Editor’s Notebook: A Strange Alchemy

 

May / June 2006

Editor’s Notebook


A Strange Alchemy

Prague was the European center of alchemy in the Middle Ages and, in April, was the host city for a conference that featured experiments in the application of alchemy to healthcare improvement. Or so it seems in retrospect.

The 11th European Forum on Quality Improvement in Healthcare was co-sponsored by the Institute for Healthcare Improvement (IHI) and the BMJ Publishing Group. It brought together approximately 1,000 people from 49 countries for 3 days of educational sessions: stimulating plenaries, interactive small-group sessions, extensive poster presentations, and lively conversation at meals and receptions.

The Forum was exceptionally inspiring, with a palpable rise in energy among attendees as the conference progressed (how often does that happen?) and an unusual degree of meaningful interaction among attendees. There was a surprisingly creative vibe to this conference. Jenny Kowalczuk, associate editor of www.saferhealthcare.org.uk, made the analogy to alchemy in her blog about the conference on the BMJ Web site (www.bmjjournals.com):

But the Forum is not an easy place to hang out if you find it difficult to think laterally… It is a meeting point for many people with many agendas at many different levels of influence. But a strange alchemy did occur last week—amongst all the diversity of knowledge, experience and systems, a quiet realization grew—of order from chaos, consensus from cacophony.

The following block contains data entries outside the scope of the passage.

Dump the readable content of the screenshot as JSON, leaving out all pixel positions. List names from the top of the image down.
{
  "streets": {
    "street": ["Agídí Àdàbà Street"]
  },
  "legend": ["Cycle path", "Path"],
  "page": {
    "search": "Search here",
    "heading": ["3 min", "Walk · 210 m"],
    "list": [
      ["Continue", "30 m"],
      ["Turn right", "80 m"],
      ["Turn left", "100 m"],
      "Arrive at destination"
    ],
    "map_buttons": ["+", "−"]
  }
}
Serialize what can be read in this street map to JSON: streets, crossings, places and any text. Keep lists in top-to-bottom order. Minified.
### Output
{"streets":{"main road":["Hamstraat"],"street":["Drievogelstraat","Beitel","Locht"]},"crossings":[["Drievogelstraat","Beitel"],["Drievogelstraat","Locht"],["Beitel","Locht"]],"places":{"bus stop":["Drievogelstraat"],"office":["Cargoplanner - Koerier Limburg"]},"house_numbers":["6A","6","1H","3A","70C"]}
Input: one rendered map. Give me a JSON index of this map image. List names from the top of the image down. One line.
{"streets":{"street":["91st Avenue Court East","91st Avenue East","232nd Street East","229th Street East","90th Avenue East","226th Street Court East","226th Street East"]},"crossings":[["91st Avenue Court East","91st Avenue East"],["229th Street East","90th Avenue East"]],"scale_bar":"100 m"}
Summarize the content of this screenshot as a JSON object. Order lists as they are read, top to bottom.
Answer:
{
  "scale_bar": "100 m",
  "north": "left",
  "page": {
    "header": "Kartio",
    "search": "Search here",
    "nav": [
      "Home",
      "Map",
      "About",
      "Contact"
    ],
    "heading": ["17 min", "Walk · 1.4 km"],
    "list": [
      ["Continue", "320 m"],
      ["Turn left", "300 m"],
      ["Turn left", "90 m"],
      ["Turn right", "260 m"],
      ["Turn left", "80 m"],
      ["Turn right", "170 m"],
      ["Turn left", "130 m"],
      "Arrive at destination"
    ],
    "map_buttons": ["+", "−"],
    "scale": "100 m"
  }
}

That sense of order and consensus grew as we heard local success stories from healthcare organizations spread across the globe, which affirmed a shared purpose. The overall effect was to promote optimism for meaningful change, with recognition of the difficulties ahead. In his opening plenary, Don Berwick, president and CEO of IHI, set the agenda, which he calls “spread.” How can all interested parties participate in “scaling up” improvement efforts—applying lessons learned in limited settings throughout larger organizations. There is no one answer—in his plenary, Berwick offered five different approaches to scaling up—and the contributions of many will be required for success. The kind of “strange alchemy” that happened at the European Forum, while difficult to anticipate or plan for, will help.